Saved entries:
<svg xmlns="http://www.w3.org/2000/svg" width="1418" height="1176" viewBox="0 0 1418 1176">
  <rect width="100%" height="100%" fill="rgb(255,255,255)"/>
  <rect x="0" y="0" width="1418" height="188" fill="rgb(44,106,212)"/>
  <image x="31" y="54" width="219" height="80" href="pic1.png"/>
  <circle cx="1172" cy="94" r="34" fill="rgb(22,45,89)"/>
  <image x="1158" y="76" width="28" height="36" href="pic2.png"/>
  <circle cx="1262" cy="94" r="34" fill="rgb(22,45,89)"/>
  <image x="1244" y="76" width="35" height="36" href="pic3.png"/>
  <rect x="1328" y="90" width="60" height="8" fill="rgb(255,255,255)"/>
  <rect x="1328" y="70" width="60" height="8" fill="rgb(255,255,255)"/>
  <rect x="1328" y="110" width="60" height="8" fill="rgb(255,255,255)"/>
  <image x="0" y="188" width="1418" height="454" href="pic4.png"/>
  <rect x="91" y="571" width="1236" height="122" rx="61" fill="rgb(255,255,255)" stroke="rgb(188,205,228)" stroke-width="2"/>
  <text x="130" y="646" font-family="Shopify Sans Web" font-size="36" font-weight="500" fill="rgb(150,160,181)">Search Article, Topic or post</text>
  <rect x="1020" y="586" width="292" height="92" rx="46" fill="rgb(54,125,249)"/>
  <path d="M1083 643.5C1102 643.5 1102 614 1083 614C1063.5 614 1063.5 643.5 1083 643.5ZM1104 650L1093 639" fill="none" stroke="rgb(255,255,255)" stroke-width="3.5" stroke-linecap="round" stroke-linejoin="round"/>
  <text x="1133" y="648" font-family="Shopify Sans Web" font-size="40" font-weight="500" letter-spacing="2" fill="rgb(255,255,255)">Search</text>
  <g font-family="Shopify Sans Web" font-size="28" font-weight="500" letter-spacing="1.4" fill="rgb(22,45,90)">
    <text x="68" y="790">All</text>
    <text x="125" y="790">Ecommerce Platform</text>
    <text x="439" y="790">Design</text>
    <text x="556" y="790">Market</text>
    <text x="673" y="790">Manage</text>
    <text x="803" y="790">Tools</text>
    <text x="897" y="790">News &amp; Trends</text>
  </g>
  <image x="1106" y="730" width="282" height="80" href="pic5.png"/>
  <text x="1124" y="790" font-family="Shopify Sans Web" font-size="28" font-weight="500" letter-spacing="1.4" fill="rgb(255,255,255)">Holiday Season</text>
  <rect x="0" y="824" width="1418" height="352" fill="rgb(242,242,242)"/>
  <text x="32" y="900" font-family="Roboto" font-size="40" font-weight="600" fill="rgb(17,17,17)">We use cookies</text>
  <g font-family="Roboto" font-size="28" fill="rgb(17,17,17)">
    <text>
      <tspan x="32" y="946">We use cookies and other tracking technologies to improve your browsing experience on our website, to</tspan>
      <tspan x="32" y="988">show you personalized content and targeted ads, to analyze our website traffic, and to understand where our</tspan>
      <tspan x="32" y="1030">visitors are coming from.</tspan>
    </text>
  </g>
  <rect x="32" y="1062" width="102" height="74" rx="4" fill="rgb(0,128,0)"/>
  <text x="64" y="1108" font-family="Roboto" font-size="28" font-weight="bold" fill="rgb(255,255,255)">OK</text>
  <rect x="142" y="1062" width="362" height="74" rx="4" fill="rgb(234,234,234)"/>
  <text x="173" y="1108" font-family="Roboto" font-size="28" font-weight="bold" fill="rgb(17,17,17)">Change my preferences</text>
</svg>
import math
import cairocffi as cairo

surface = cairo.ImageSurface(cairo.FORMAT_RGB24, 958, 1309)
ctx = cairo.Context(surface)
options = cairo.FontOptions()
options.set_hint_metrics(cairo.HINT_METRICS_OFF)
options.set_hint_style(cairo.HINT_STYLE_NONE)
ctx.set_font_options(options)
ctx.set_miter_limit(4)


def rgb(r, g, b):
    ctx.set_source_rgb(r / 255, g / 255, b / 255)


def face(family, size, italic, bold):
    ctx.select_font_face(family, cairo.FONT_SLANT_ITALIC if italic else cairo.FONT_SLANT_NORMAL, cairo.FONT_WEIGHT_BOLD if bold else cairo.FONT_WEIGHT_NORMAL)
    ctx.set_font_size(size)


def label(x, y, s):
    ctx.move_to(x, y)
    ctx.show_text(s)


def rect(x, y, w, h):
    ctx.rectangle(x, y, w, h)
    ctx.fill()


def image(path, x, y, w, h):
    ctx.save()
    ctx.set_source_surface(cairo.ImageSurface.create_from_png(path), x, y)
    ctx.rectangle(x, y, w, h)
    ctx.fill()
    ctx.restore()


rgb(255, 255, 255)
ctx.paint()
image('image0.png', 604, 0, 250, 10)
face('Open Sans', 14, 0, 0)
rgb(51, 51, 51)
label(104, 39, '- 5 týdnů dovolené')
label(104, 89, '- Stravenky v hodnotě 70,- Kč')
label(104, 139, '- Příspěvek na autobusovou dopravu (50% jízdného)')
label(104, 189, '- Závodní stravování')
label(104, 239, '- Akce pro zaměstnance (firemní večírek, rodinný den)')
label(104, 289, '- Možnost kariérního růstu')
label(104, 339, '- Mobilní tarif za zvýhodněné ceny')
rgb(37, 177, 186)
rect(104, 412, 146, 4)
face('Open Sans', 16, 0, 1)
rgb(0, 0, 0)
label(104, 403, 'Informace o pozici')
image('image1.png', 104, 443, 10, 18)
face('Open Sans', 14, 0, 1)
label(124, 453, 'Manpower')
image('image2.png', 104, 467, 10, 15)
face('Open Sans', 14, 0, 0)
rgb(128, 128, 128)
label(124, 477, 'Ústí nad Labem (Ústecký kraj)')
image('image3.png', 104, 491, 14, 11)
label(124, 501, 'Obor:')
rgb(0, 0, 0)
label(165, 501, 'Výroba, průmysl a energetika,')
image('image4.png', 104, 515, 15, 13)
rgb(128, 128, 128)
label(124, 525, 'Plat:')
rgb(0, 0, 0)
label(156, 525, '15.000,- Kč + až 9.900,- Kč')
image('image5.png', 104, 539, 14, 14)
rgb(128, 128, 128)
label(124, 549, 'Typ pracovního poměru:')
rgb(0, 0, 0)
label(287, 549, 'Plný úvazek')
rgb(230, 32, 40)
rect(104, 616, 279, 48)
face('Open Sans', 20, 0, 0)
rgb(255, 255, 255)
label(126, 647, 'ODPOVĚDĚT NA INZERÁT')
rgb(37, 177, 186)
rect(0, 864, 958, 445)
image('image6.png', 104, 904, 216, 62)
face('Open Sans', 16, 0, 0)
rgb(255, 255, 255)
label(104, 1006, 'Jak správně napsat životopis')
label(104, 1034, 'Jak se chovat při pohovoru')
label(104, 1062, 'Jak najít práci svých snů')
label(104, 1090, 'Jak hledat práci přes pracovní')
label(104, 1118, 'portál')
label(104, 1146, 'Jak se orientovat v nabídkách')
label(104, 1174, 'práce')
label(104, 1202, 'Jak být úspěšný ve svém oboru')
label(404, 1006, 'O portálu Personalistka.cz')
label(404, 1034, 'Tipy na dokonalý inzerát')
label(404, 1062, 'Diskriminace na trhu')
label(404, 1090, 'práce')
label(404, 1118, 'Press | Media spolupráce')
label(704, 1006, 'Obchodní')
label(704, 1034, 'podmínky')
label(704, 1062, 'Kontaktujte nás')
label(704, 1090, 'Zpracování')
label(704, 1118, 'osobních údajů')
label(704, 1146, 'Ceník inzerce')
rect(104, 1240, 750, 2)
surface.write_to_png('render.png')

Your instructions: What is the number of lines in the records that contain the string "import"? Give only that number.

The answer: 2